Report every line in the listing below where the string "than" shows up.

- [Data for review]:
**********
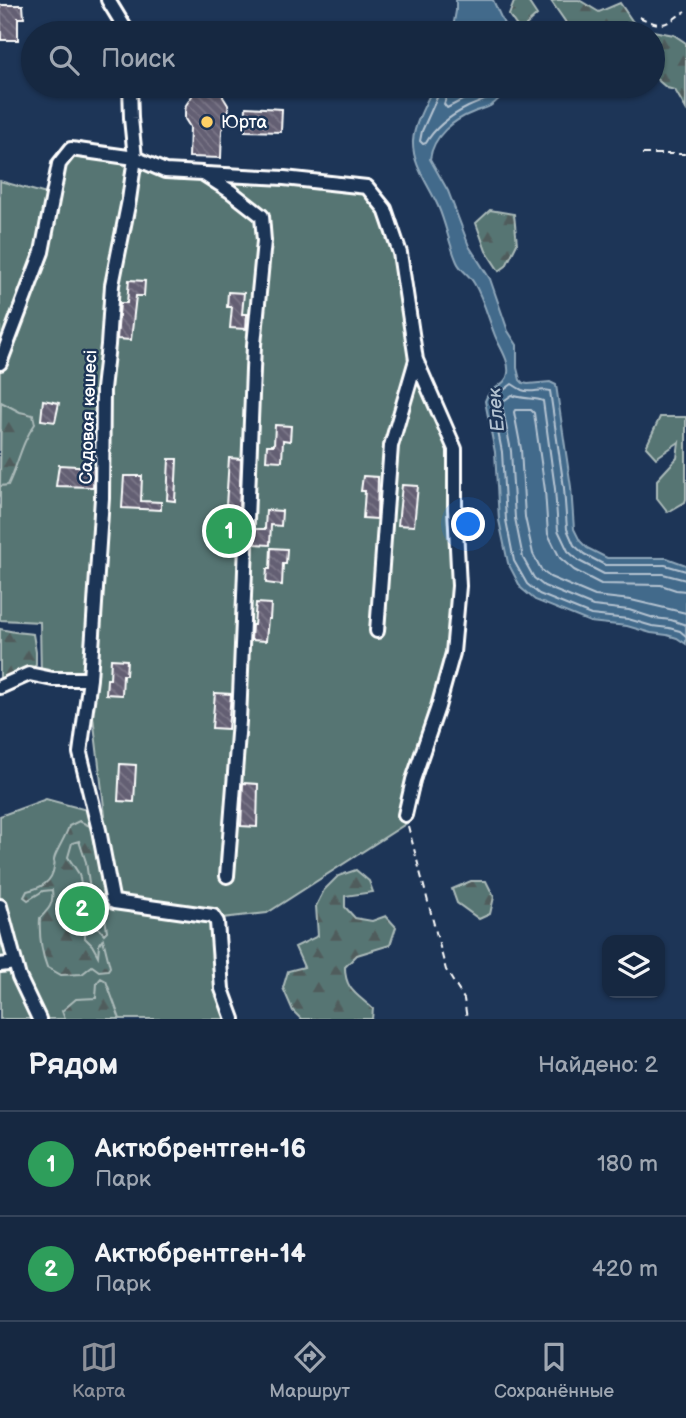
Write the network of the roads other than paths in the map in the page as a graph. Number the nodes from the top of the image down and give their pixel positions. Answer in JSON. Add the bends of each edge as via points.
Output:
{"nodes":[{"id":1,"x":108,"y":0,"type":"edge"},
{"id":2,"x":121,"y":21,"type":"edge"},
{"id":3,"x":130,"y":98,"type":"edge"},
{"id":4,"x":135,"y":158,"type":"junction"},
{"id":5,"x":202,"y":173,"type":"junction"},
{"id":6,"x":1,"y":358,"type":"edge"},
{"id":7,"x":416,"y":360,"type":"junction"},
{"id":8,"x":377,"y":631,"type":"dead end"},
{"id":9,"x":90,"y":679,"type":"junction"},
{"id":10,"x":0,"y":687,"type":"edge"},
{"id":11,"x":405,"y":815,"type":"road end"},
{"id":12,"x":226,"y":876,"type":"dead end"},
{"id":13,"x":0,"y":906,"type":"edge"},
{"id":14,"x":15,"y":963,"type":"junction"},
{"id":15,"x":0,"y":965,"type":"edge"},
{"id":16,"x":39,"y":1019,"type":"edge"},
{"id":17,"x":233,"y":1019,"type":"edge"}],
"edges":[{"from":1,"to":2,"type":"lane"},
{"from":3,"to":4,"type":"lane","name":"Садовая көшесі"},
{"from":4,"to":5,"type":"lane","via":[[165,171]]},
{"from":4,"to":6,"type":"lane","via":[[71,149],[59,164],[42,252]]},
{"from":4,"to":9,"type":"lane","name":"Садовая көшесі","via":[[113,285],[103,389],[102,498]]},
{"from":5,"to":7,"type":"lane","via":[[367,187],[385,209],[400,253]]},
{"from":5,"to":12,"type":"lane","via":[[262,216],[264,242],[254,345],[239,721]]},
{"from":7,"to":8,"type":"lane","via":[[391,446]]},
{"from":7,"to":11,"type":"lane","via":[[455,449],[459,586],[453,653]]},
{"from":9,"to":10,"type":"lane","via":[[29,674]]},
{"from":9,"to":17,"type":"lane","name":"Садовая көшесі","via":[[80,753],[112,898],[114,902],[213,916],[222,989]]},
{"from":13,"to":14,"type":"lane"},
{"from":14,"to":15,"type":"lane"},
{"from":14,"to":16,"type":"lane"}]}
**********
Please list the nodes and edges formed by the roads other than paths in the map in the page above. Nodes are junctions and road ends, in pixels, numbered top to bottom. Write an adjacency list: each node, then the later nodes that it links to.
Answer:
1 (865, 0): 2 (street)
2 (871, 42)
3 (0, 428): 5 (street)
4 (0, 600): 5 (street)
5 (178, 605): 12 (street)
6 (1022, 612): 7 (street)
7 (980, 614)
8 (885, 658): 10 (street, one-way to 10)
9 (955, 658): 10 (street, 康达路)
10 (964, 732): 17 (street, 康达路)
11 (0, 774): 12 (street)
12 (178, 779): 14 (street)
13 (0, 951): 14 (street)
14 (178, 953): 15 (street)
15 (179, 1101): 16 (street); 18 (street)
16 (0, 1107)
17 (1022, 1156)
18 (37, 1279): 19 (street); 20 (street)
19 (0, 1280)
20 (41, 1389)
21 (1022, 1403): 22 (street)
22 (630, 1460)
**********
- [Solution for this task]:
Write the network of the roads other than paths in the map in the page as a graph. Number the nodes from the top of the image down and give their pixel positions. Answer in JSON. Add the bends of each edge as via points.
Please list the nodes and edges formed by the roads other than paths in the map in the page above. Nodes are junctions and road ends, in pixels, numbered top to bottom. Write an adjacency list: each node, then the later nodes that it links to.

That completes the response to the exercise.